PROBLEM STATEMENT. For the word "hand", state how many lines of the data include it. Respond with the number only.

MATERIALS PROVIDED section start

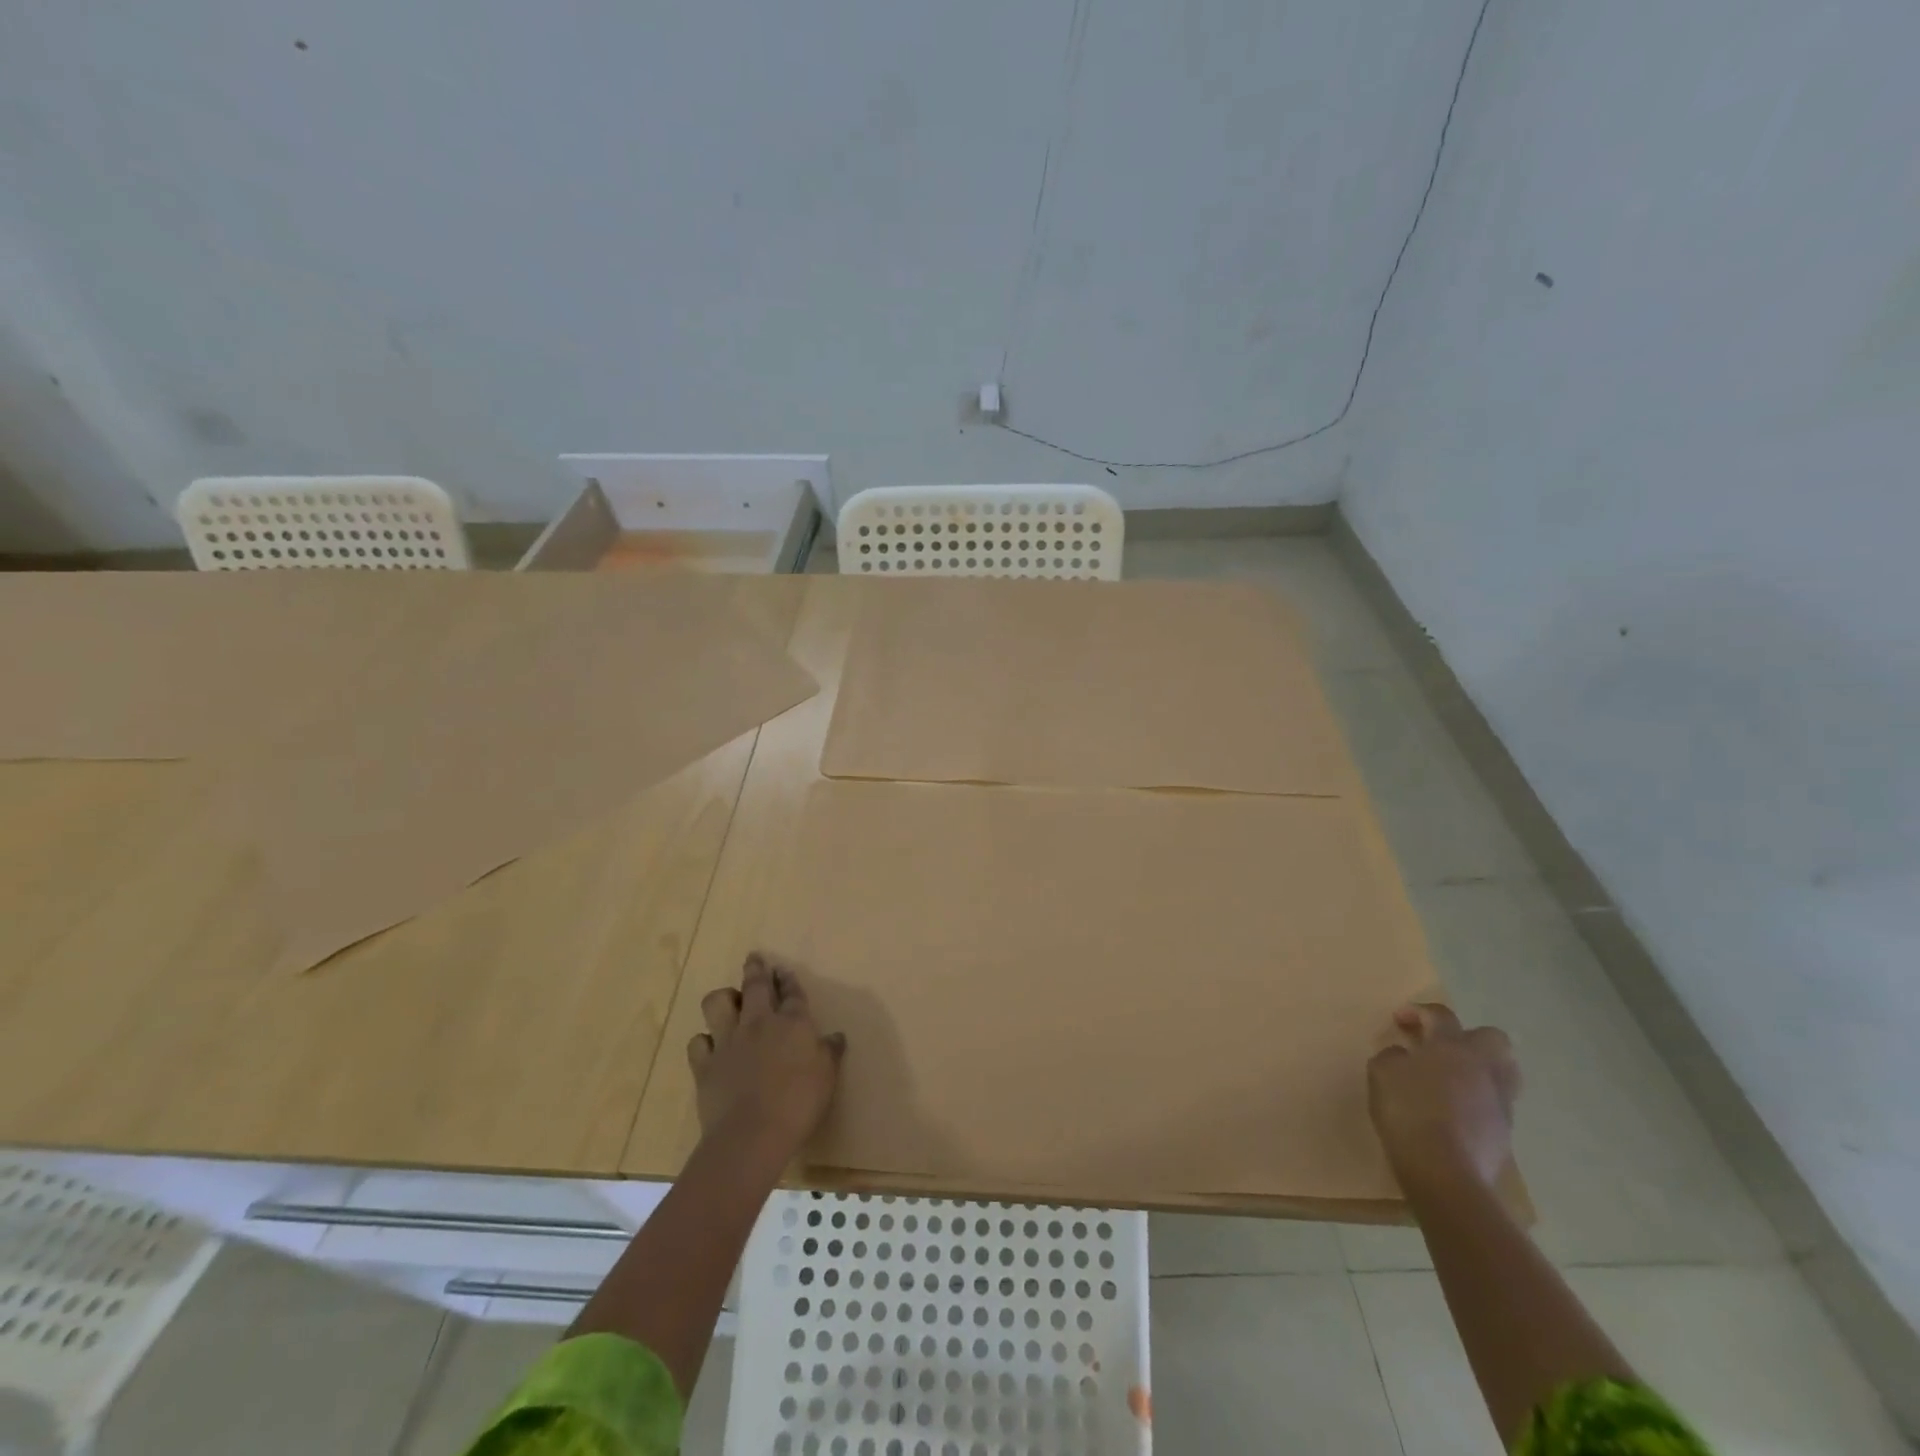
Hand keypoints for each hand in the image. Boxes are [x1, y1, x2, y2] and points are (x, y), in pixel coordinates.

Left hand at [688, 953, 844, 1163]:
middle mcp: (759, 1023)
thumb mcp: (827, 1077)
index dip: (788, 979)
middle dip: (756, 969)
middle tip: (754, 959)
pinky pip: (698, 1042)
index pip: (791, 992)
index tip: (784, 970)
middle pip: (755, 986)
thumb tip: (836, 1036)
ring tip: (729, 1001)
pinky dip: (704, 1041)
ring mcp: (728, 1041)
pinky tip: (709, 1045)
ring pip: (718, 1003)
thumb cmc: (799, 1103)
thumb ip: (830, 1053)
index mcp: (792, 1023)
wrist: (752, 1134)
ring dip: (724, 998)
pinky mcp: (705, 1064)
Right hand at [1368, 1003, 1519, 1191]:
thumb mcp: (1381, 1074)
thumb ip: (1392, 1057)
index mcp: (1452, 1046)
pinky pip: (1495, 1104)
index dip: (1419, 1012)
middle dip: (1468, 1038)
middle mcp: (1483, 1067)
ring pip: (1502, 1073)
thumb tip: (1404, 1056)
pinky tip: (1456, 1113)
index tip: (1400, 1020)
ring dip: (1480, 1070)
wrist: (1445, 1172)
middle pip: (1492, 1038)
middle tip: (1441, 1049)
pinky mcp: (1505, 1133)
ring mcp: (1500, 1101)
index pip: (1441, 1015)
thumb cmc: (1409, 1111)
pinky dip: (1479, 1101)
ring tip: (1453, 1081)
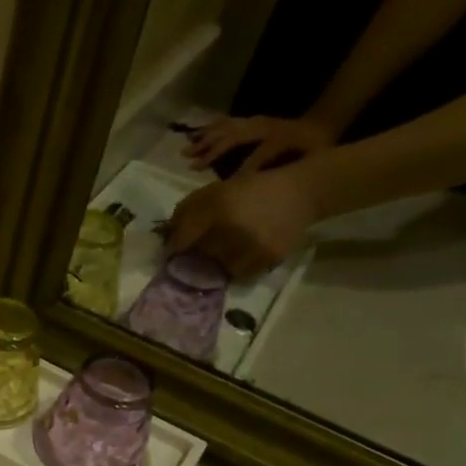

MATERIALS PROVIDED section end

TASK OUTPUT. 3